I tried either #including 'test.c' in the %{} section of my interface (This section just copies the file content into the target interface), %include 'test.c' or %import 'test.c'

But i have a whole bunch of other functions in 'test.c' that have dependencies to other files and i cannot import the generated interface in python (ImportError: Undefined symbol:)

#include "test.h"
#include "someotherfunctions.h"
#include "specialdefines.h"


int testFunc(int n, int m) // The function i want to use
{
    int res = n   m;
    return res;
}

int otherFunc(void)
{
    otherDifferentFunc(); // Stuff from other header/c files which my interface doesnt know
}

SPECIALMACRO(X) // More stuff from other headers that i dont want in my interface
int foo = someOtherOperation(500);

The header file test.h:

/* Functions ----------------------------------------------------------------*/

int testFunc(int n, int m);

I feel like i am not having the right approach to make single functions available in my Python interface without including all the unwanted stuff from all the headers in my source file. In reality, my 'test.c' is quite large and includes a whole bunch of header for all sorts of symbols and external functions used. If i dont #include all oft those in my %{} interface section, i get the import error. But if i include them, they again require other headers (its a large project) and i am starting a messy chain of includes for just a tiny function, unnecessary bloating my interface. This can't be the SWIG way to go guys?

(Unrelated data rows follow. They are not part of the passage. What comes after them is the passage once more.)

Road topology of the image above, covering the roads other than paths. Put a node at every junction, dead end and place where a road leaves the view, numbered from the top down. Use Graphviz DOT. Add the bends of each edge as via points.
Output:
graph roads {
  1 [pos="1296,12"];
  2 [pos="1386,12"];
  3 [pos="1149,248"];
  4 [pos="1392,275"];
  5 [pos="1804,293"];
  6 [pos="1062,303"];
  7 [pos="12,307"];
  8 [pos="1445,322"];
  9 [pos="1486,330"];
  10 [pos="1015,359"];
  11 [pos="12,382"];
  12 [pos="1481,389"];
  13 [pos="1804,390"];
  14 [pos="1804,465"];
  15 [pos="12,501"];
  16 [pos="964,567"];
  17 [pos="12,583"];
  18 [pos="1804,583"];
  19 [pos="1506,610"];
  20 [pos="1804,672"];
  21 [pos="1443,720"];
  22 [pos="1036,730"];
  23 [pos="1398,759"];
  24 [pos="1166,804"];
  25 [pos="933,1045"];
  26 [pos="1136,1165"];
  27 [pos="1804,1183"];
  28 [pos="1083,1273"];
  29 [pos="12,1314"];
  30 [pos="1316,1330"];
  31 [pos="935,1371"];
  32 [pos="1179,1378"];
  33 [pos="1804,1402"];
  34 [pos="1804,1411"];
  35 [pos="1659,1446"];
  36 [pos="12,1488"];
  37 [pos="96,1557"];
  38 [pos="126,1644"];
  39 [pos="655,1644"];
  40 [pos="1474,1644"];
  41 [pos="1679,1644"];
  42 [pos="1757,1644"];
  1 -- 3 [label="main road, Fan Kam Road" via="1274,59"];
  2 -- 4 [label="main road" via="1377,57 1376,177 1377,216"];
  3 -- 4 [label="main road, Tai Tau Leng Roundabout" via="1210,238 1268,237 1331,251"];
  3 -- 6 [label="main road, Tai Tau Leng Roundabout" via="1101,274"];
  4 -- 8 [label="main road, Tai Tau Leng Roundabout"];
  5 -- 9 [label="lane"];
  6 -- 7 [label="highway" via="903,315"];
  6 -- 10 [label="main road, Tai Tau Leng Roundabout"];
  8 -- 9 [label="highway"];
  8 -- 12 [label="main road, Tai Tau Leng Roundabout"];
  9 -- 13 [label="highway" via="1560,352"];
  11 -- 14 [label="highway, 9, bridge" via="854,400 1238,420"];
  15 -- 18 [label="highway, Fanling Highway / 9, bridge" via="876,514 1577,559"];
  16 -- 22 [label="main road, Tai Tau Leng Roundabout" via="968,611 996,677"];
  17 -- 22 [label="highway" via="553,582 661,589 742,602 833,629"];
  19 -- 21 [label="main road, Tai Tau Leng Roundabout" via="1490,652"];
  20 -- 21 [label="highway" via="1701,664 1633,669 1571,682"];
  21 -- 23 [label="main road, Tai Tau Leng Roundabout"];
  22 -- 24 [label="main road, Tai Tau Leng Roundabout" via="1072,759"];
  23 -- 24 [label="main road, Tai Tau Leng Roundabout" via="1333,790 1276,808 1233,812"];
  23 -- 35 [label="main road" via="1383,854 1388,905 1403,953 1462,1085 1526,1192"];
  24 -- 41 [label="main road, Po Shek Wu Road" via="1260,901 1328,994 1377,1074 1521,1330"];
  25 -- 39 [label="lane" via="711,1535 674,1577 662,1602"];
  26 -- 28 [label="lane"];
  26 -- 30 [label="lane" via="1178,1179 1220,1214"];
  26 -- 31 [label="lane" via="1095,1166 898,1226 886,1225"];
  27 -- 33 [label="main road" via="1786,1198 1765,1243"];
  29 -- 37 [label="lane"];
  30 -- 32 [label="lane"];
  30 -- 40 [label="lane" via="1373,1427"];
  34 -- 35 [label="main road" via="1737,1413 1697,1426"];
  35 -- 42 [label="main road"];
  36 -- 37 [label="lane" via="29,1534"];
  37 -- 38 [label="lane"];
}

If someone knows a good way to solve this, please let me know.

CodePudding user response:

%module test

%{
// Whatever goes here is directly copied to the generated wrapper code.
// Put what you need here for the wrapper to build, typically just
// your public headers.
#include "test.h"
%}

// Anything you declare or %import is processed to make the SWIG interface.
// You can %import "test.h" and  all the functions *directly* in
// the header (not other #include in the header), are exposed to Python.
//
// If you only want one function, just put its prototype, like:
int testFunc(int n, int m);

When you build the wrapper, swig the .i file to generate test_wrap.c, then compile test.c and test_wrap.c and link them together at the link step.

An example:

test.i

%module test

%{
#include "test.h"
%}

// uncomment to bring in func1 and func2 (not func3, but it's still used by func2)
//%include "test.h"

// only exposes func1
int func1();

test.h

int func1();
int func2();

test.c

#include "test.h"

int func3() { return 3; }
int func2() { return func3() - 1; }
int func1() { return func2() - 1; }

makefile (Windows, Microsoft compiler)

all: _test.pyd

test_wrap.c test.py: test.i test.h
    echo swigging...
    swig -python test.i

_test.pyd: test_wrap.c test.c test.h
    cl /nologo /LD /MD /W3 /Fe_test.pyd /Id:\dev\python310\include test_wrap.c test.c -link /libpath:d:\dev\python310\libs

Output (built as above, only func1() exposed):

>>> import test
>>> test.func1
<function func1 at 0x000001CF6DEF7F40>
>>> test.func1()
1
>>> test.func2()
Traceback (most recent call last):
  File "<stdin>", line 1, in <module>
AttributeError: module 'test' has no attribute 'func2'. Did you mean: 'func1'?

Output (built uncommenting the %include and commenting the prototype):

>>> import test
>>> test.func1()
1
>>> test.func2()
2
>>> test.func3()
Traceback (most recent call last):
  File "<stdin>", line 1, in <module>
AttributeError: module 'test' has no attribute 'func3'. Did you mean: 'func1'?